EXERCISE PROMPT: Take every line from the data that has the word "STANWYCK" in it.

TASK DATA:
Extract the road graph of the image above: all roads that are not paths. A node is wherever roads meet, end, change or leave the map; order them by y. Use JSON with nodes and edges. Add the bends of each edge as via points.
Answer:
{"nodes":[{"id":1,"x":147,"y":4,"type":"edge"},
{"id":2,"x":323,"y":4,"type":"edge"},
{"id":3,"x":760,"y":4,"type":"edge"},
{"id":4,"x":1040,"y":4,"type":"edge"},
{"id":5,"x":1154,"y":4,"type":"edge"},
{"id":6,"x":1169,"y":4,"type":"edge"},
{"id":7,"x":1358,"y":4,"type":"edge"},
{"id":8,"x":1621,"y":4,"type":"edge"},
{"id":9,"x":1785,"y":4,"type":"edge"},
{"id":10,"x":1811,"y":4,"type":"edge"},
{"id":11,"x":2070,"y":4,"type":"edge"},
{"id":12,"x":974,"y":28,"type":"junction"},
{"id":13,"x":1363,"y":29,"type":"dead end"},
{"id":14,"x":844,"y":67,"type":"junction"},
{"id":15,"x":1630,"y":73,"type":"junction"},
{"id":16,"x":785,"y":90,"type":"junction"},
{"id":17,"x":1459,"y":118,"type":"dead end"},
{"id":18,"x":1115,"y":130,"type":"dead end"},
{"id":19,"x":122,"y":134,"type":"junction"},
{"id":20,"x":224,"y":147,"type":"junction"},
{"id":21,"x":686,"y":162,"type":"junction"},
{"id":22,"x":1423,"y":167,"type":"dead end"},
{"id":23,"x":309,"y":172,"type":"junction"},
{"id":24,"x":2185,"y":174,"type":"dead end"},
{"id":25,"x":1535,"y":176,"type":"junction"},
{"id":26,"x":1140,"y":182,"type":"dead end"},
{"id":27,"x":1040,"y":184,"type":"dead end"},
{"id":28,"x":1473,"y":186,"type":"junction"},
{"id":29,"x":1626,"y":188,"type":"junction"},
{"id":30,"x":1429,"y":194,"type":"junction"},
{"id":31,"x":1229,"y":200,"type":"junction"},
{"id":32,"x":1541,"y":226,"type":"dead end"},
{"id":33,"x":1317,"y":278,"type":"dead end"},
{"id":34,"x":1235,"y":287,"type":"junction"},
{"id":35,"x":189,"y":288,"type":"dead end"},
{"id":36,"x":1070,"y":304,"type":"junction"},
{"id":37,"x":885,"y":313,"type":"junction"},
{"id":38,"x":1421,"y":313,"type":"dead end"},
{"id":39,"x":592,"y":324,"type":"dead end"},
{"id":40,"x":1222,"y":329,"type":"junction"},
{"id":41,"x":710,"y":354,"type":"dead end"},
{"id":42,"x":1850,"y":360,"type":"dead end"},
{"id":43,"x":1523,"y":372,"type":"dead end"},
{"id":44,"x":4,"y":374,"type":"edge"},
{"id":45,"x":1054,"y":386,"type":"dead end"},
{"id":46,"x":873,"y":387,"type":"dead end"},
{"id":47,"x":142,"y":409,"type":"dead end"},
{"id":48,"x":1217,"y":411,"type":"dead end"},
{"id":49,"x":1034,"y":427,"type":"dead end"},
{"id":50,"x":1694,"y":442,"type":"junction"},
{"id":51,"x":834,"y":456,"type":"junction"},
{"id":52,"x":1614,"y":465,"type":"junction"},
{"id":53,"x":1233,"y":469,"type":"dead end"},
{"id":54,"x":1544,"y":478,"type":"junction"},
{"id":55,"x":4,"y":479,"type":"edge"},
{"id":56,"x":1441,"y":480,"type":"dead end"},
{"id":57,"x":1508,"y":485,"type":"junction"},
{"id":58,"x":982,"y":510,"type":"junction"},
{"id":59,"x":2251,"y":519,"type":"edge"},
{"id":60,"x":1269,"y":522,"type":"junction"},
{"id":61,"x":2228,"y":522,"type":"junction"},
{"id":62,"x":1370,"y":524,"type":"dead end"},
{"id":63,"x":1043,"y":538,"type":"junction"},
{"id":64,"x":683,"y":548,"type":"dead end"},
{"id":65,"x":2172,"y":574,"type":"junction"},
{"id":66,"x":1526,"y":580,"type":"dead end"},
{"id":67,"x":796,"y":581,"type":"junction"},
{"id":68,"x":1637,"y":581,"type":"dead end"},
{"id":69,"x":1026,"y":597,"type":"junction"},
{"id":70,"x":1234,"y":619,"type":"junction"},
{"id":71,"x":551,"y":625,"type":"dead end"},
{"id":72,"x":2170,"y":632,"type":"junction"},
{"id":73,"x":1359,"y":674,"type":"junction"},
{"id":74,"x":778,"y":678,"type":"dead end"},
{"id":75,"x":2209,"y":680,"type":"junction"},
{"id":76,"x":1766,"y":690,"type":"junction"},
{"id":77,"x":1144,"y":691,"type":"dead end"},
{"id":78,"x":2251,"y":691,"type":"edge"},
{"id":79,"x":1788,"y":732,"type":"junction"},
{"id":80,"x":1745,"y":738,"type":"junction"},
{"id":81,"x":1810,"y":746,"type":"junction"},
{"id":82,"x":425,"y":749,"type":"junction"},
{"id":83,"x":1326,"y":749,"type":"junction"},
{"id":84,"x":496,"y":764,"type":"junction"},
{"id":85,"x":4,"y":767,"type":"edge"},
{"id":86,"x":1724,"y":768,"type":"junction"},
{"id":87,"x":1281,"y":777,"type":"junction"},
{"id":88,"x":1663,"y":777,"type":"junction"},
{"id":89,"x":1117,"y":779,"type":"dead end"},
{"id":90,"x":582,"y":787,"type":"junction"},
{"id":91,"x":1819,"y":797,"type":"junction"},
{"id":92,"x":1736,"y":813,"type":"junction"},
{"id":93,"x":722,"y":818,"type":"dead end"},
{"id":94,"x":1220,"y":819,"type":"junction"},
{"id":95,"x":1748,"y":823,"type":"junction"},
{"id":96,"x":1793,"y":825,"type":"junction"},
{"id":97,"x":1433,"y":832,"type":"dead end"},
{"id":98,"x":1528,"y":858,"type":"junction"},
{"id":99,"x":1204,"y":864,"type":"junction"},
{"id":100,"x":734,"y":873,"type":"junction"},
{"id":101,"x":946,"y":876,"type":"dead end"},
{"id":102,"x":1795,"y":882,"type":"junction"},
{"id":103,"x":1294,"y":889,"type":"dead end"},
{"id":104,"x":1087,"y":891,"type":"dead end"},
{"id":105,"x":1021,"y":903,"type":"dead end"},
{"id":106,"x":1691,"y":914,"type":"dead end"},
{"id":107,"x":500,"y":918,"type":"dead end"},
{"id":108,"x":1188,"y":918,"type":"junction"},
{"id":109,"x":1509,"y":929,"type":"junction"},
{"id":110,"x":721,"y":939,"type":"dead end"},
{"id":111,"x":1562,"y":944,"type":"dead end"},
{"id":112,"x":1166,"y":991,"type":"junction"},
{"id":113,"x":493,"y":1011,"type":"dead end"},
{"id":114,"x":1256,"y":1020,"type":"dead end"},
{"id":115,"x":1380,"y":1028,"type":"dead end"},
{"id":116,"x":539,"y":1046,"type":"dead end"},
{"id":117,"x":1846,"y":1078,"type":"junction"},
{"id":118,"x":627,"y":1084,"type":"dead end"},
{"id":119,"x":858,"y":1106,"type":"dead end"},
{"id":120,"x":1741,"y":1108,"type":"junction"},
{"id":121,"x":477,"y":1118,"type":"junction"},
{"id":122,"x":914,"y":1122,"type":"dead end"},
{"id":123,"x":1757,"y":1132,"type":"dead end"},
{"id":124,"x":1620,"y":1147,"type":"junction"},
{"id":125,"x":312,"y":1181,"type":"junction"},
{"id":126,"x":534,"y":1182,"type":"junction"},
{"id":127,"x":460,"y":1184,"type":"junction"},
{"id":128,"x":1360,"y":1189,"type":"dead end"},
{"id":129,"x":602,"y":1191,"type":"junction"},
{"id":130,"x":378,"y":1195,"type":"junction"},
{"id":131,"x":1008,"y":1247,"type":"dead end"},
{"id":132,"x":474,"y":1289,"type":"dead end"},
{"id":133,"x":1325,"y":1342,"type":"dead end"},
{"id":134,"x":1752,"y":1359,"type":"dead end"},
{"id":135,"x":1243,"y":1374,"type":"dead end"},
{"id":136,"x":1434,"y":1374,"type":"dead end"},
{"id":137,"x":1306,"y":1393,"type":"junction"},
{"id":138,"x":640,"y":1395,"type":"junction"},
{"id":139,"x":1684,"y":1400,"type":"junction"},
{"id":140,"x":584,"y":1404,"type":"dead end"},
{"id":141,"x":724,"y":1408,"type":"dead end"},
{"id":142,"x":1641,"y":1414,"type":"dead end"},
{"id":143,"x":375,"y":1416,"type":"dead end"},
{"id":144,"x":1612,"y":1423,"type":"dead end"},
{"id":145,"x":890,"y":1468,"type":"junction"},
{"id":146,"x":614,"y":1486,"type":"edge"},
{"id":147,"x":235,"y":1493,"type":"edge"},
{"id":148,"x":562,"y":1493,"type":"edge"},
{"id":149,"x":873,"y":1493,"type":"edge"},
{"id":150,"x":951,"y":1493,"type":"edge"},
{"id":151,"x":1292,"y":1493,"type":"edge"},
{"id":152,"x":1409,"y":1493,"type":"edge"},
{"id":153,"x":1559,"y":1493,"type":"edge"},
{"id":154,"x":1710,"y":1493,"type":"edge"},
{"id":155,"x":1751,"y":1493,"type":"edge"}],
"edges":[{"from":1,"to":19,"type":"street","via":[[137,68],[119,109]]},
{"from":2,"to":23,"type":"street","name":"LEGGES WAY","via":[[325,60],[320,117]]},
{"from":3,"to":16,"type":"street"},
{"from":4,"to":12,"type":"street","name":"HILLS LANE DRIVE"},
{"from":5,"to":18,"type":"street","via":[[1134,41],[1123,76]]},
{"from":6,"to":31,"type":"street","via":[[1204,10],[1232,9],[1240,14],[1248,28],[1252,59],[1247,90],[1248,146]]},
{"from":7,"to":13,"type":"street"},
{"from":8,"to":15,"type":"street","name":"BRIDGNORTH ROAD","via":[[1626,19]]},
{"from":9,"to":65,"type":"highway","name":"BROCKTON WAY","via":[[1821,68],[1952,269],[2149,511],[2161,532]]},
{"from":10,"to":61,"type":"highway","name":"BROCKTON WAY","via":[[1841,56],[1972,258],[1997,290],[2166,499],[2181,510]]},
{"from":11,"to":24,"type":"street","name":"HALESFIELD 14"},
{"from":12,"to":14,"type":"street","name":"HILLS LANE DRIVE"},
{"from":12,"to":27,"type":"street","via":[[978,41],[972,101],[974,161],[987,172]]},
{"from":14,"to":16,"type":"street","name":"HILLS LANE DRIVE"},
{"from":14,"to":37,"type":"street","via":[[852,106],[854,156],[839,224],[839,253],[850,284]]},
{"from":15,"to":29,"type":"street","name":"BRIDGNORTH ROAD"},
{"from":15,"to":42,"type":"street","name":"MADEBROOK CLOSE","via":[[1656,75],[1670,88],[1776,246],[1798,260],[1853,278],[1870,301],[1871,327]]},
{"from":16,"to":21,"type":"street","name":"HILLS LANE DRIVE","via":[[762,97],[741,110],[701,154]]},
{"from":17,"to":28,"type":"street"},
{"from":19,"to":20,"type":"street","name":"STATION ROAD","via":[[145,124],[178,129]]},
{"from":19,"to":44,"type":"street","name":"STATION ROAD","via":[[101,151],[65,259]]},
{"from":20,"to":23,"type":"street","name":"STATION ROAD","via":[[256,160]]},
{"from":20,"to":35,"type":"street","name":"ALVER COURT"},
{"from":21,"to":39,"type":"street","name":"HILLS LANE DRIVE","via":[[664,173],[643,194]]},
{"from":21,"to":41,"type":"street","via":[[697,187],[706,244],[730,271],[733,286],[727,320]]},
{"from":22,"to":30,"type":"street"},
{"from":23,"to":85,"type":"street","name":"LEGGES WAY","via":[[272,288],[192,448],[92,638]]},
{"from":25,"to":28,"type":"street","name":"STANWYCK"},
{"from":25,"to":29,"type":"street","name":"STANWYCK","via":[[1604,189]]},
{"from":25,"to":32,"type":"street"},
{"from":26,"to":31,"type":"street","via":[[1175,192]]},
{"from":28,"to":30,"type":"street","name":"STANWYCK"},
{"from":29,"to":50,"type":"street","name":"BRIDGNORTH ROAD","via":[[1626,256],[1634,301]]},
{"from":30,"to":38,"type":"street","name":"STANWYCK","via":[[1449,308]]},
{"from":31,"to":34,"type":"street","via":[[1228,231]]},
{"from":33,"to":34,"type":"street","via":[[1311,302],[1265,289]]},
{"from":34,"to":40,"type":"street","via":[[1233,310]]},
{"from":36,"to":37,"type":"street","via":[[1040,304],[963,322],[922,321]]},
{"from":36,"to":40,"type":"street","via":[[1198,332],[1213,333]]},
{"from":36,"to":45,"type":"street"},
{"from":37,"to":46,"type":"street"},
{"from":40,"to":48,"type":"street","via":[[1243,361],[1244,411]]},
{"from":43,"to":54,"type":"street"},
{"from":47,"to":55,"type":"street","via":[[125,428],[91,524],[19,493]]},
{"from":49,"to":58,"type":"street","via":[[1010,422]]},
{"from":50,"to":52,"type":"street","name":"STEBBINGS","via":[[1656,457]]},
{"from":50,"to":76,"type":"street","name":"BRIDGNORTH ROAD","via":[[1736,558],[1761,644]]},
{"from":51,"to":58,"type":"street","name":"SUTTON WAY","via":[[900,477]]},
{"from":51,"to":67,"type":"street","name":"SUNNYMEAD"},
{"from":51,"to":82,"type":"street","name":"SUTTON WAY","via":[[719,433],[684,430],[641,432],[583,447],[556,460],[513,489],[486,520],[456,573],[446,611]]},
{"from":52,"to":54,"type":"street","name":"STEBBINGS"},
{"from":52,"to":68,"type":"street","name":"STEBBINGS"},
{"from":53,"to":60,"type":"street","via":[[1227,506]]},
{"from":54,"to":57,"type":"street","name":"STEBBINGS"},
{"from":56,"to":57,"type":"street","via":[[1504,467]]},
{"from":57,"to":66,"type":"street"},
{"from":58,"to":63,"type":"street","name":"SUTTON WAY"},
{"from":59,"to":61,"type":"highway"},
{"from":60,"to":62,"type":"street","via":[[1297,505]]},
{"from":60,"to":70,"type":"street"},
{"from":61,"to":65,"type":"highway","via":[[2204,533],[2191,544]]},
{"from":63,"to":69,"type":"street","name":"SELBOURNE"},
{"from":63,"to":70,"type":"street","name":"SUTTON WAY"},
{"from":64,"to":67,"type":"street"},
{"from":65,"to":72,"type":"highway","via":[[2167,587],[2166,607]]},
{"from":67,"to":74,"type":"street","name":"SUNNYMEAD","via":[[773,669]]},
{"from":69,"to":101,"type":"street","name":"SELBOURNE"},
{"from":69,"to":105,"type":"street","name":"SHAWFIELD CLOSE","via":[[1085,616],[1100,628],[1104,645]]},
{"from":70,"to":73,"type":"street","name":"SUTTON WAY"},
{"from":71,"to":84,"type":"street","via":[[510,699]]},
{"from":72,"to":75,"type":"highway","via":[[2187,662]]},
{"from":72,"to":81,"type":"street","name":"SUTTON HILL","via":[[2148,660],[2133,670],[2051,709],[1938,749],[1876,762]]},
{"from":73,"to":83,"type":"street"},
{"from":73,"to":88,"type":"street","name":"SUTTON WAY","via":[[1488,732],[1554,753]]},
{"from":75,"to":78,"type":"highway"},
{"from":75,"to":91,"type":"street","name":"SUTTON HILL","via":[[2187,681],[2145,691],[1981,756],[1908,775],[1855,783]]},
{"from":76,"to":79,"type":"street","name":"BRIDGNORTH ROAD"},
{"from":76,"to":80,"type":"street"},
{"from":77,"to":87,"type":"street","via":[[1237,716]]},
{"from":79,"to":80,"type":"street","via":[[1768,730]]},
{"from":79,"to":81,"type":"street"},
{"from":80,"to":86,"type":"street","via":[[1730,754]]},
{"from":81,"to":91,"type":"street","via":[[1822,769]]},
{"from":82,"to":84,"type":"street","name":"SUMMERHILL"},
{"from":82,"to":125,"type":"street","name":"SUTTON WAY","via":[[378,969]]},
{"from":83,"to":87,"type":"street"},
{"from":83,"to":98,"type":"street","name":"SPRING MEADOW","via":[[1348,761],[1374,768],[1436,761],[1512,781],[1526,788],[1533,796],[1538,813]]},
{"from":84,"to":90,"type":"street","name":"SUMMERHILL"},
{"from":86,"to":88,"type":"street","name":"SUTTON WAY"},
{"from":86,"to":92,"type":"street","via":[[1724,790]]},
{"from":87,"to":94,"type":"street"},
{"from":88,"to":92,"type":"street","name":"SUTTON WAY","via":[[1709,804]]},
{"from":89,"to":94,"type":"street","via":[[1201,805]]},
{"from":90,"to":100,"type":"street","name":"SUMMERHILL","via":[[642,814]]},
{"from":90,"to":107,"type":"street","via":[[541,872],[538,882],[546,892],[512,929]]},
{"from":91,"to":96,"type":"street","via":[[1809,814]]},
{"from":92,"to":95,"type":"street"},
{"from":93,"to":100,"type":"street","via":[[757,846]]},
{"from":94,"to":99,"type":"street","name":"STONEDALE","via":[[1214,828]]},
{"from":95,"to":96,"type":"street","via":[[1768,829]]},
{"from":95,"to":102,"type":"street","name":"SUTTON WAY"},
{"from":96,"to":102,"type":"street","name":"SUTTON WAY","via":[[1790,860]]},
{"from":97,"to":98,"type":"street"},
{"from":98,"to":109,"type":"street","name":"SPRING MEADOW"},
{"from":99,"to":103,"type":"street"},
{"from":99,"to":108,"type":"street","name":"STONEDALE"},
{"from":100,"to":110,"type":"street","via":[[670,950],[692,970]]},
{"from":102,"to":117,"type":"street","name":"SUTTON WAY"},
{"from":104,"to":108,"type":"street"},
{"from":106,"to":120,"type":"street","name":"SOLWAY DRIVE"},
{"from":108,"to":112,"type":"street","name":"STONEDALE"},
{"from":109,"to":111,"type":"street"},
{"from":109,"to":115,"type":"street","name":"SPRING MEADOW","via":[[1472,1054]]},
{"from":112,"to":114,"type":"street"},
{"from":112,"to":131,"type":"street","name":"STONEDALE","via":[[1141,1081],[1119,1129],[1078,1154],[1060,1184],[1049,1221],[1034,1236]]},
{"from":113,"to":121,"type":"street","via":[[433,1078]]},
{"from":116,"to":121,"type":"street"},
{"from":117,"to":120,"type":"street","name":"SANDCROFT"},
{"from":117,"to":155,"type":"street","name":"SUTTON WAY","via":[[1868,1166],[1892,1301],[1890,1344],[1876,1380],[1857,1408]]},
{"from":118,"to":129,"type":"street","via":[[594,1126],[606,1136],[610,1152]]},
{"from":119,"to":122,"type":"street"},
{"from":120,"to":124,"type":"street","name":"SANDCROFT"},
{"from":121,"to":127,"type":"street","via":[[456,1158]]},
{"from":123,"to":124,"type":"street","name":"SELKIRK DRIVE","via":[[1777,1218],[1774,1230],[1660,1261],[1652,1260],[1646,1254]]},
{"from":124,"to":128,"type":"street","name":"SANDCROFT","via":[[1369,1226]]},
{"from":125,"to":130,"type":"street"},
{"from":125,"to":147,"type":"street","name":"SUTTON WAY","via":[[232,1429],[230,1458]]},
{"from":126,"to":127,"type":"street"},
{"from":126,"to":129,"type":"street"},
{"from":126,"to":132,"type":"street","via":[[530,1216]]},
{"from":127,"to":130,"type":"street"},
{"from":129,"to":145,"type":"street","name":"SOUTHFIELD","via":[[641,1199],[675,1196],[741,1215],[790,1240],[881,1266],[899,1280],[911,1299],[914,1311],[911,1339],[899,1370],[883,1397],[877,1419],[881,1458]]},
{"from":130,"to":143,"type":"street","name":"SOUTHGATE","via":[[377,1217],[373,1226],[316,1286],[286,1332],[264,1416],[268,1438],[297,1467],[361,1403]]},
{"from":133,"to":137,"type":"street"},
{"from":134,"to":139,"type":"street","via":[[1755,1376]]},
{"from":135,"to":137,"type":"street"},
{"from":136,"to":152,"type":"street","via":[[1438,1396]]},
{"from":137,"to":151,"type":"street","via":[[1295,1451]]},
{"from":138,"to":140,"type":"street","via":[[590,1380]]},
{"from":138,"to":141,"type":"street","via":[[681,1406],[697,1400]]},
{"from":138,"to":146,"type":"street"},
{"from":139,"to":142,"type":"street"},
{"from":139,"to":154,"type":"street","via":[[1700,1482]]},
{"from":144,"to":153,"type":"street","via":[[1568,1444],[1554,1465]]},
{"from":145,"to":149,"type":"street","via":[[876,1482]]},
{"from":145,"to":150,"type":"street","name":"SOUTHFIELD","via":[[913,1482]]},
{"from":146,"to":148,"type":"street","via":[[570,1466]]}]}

WRITTEN ANSWER:
{"from":25,"to":28,"type":"street","name":"STANWYCK"},
{"from":25,"to":29,"type":"street","name":"STANWYCK","via":[[1604,189]]},
{"from":28,"to":30,"type":"street","name":"STANWYCK"},
{"from":30,"to":38,"type":"street","name":"STANWYCK","via":[[1449,308]]},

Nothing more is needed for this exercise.